Wednesday, May 21, 2014

"The Fool's Tale": Dramatis Personae

Today we take a short pause from our blogging to present the characters to an semi-autobiographical sequel to the Canterbury Tales, The Fool's Tale. Based on the people with whom I work, this will only be up for a short period before it's taken down.  

To be sure there's some exaggeration here and there -- some dramatic license is necessary, it's a story -- but I have no doubt all of the characters could easily identify themselves and everyone else.  The humor is in "you've got to know these people -- that's so true" type of nonsense, but since you'll never meet most of them, well, you'll just have to make do. Yet The Fool's Tale itself will never be written -- I have no plot -- and if it were written, then the story would need a self-reflective subtitle: How the Fool Lost His Job.

Our characters:
  • H.I., His Incompetency, the King; a short slightly stout man, middle aged, prone to making idiotic and sometimes inscrutably cryptic pronouncements; unperceptive of the events around him, but with natty often unintentionally insulting pet names for the members of his court.  He calls the Fool "Grumpy."  He is obsessed with appearances and unburdened by substance; he's a sort of political Realist with a weak grasp of Reality.
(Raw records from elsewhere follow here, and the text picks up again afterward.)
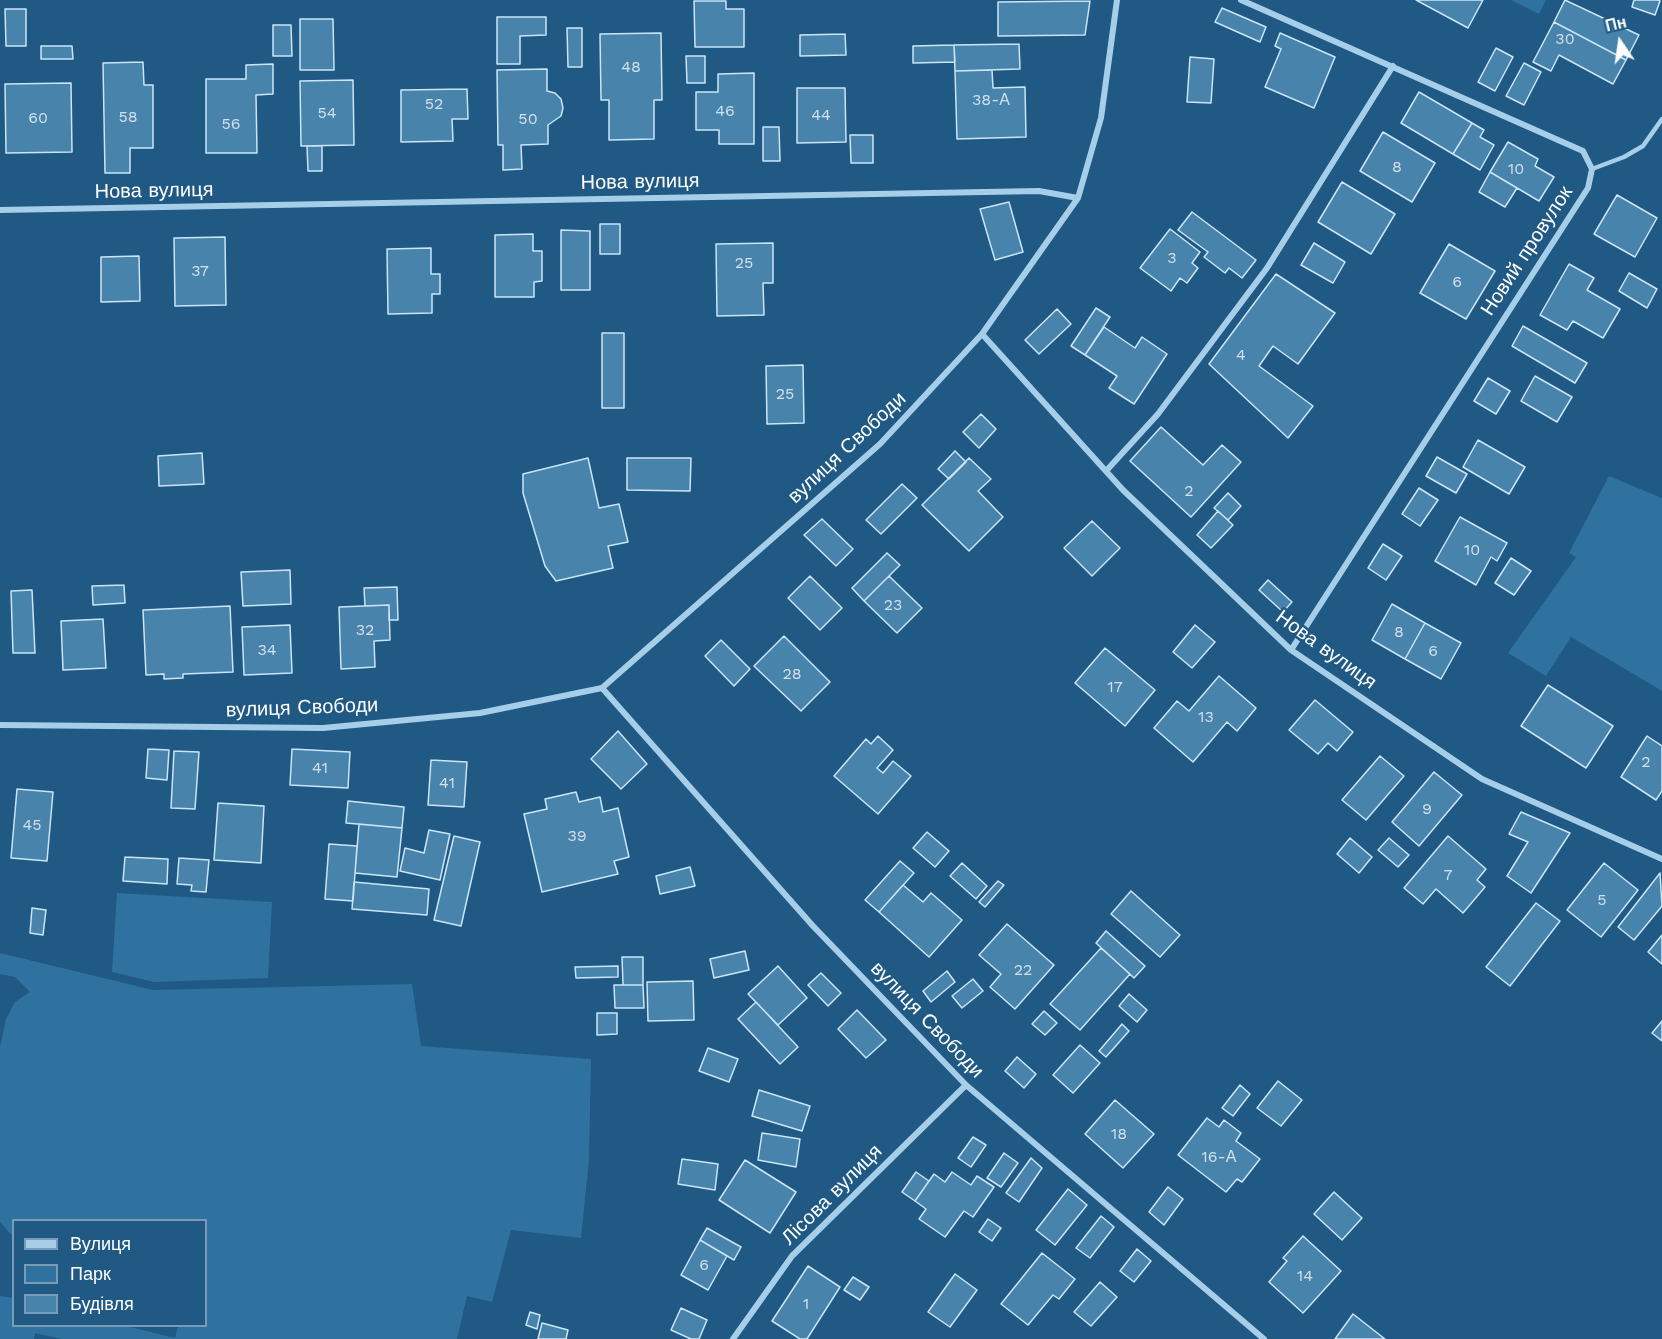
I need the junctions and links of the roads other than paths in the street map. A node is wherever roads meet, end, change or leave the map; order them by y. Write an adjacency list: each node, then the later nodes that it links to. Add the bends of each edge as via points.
1 (1117, 0): 6 (street, via 1101,118)
2 (1241, 0): 3 (street)
3 (1393, 66): 5 (street, via 1583,151); 9 (street, via 1267,268 1158,414)
4 (1662, 118): 5 (lane, via 1643,146)
5 (1592, 169): 10 (street, Новий провулок, via 1587,188)
6 (1078, 198): 7 (street, Нова вулиця, via 1039,191); 8 (street, вулиця Свободи)
7 (0, 210)
8 (982, 334): 9 (street, Нова вулиця); 11 (street, вулиця Свободи, via 880,444)
9 (1106, 471): 10 (street, Нова вулиця)
10 (1291, 650): 13 (street, Нова вулиця, via 1482,779)
11 (602, 688): 12 (street, вулиця Свободи, via 480,712 323,728); 14 (street, вулиця Свободи, via 813,926)
12 (0, 725)
13 (1662, 859)
14 (966, 1085): 15 (street, Лісова вулиця, via 792,1256); 16 (street, вулиця Свободи)
15 (733, 1339)
16 (1264, 1339)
Not an unkind man, just uninsightful.

  • L.O.I.S., Lord of Idiotic Statements, the King's Chief Minister; inherited his position to the King; considers himself wise beyond measure but driven by fallacious assumptions and rushes to judgment bespeaking a confidence that he "knows" despite but the slightest of evidence before him. He is prone to denying he said things he has said, though often having said them but moments before. Looks in contempt on "the people" even has he says it is his life's work to protect them. A tall man who values his position. A man of inherited wealth who thinks he's earned his place.

  • The Fool, the court Jester, a man not much different from the King in appearance but in shambles; a butt of belittling plays against his ego by those whose own egos need constant stoking; his japes are usually not seen as funny, even by himself (for he is the secret audience of his own entertainments) as his words are so tinged by sadness, lost hope, sarcasm, and, ultimately, contempt, that only the husk of humor is left.  He is prone to pointing out the "elephants in the room" even when no one else sees them or cares. And this makes him the real fool of the story -- pretense to the "wise fool" aside -- for he holds a naive belief in truth, honesty, fairness -- all notions long ago abandoned at the Court. His clinging to those ideals leaves in contempt of himself more than others; he has become his own goat.  His frustration and contempt are what place him in danger and make him the locus of ridicule.

  • Lord Doh, keeper of the Fool, chief adviser to the King's Chief Minister; a man who sees plots abound and fears for his own and other's piety even as he furtively breaches faith in numerous small ways; a fat man obsessed with diet who secretly snacks on chocolates, continually hating and forgiving himself. A whisperer and listener to whispers, Lord Doh is a man once of great aspirations who rose but too slowly from low birth and now has peaked, to his quiet disappointment. Yet he is not entirely without knowledge or skill, but he is as much a believer in the occult and follower of fallacious readings as anything; a man, as so many who have risen from poor beginnings, whose shanty became a castle without foundation; his is an edifice built on an abyss, a pattern he repeats in everything he does.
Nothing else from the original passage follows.